Menschen nahmen Abschied vom Verkehrsminister
Oppositions-Anhänger blockieren Janukowitschs Amtssitz

Mehrere tausend Anhänger der ukrainischen Opposition haben am Mittwoch in Kiew den Amtssitz von Ministerpräsident Viktor Janukowitsch blockiert.

HB KIEW/MOSKAU. Sie wollten verhindern, dass der vom Parlament abgelehnte Regierungschef nach seinem Wahlkampfurlaub wieder die Amtsgeschäfte aufnimmt.
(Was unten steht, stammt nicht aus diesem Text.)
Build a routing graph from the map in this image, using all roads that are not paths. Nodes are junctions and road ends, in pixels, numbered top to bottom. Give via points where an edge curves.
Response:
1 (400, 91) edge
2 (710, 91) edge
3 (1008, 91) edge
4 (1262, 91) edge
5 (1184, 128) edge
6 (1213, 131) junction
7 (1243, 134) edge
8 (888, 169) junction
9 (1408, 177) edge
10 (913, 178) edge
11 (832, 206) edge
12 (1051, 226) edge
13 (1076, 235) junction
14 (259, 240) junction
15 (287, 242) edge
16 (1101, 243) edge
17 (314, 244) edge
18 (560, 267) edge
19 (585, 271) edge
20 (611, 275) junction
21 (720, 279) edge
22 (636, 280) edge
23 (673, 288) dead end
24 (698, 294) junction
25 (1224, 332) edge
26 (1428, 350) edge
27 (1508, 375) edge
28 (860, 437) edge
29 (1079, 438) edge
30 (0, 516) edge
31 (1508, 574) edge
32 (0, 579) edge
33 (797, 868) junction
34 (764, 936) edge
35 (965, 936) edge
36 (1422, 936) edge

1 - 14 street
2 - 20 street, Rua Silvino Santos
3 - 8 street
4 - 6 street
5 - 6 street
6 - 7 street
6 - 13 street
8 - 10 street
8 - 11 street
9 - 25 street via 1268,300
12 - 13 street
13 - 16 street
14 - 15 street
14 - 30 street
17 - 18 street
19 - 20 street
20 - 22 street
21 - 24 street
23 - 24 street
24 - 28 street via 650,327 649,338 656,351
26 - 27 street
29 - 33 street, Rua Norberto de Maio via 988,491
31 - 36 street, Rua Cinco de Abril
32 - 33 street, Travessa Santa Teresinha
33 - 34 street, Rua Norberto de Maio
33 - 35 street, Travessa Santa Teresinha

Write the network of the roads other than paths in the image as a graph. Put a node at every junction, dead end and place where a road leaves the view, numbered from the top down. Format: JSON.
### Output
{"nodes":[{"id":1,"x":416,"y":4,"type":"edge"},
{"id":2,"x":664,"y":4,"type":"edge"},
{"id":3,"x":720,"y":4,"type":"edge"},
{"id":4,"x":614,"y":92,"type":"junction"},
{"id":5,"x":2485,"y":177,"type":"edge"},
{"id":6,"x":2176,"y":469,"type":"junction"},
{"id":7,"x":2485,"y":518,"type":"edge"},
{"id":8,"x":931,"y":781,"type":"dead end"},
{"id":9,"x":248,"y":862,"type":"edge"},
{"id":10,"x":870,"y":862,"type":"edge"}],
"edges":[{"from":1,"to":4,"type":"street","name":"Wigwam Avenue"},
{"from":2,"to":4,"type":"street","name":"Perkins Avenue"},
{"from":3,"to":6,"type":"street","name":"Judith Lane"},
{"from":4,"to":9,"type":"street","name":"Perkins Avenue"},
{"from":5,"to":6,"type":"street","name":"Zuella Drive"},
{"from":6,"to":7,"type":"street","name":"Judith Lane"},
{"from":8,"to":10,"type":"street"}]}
Der Wahlsieger Viktor Juschtschenko hatte am Vorabend seine Anhänger zur Blockade des Gebäudes des Ministerrates aufgerufen.

Der Oppositionspolitiker und frühere Außenminister Boris Tarasjuk sah Janukowitsch und dessen Mannschaft trotz ihrer Anfechtungen des Wahlergebnisses auf dem Rückzug. „Das ist ihr Ende“, sagte er der dpa am Rande der Demonstration. Dem vorläufigen amtlichen Ergebnis nach hat Janukowitsch die Wiederholung der Stichwahl am Sonntag mit 44 Prozent gegen 52 Prozent für Juschtschenko verloren.

Ebenfalls im Stadtzentrum nahmen am Mittwoch tausende Menschen von Verkehrsminister Georgi Kirpa Abschied, der am Montagabend unter rätselhaften Umständen gestorben war. Die Staatsanwaltschaft ermittelte wegen Anstiftung zum Selbstmord. Kirpa war ein enger Mitarbeiter Janukowitschs und des scheidenden Präsidenten Leonid Kutschmas gewesen.

Zwei Tage nach der wiederholten Stichwahl um das Präsidentenamt blieb die Frage offen, wann Juschtschenko als klarer Sieger der Wahl sein Amt antreten kann. Gegenkandidat Janukowitsch erkannte weiterhin seine Niederlage nicht an und drohte mit einer Klage vor dem Obersten Gericht in Kiew. Juschtschenko sagte, er rechne mit seiner Amtseinführung frühestens nach dem 10. Januar 05.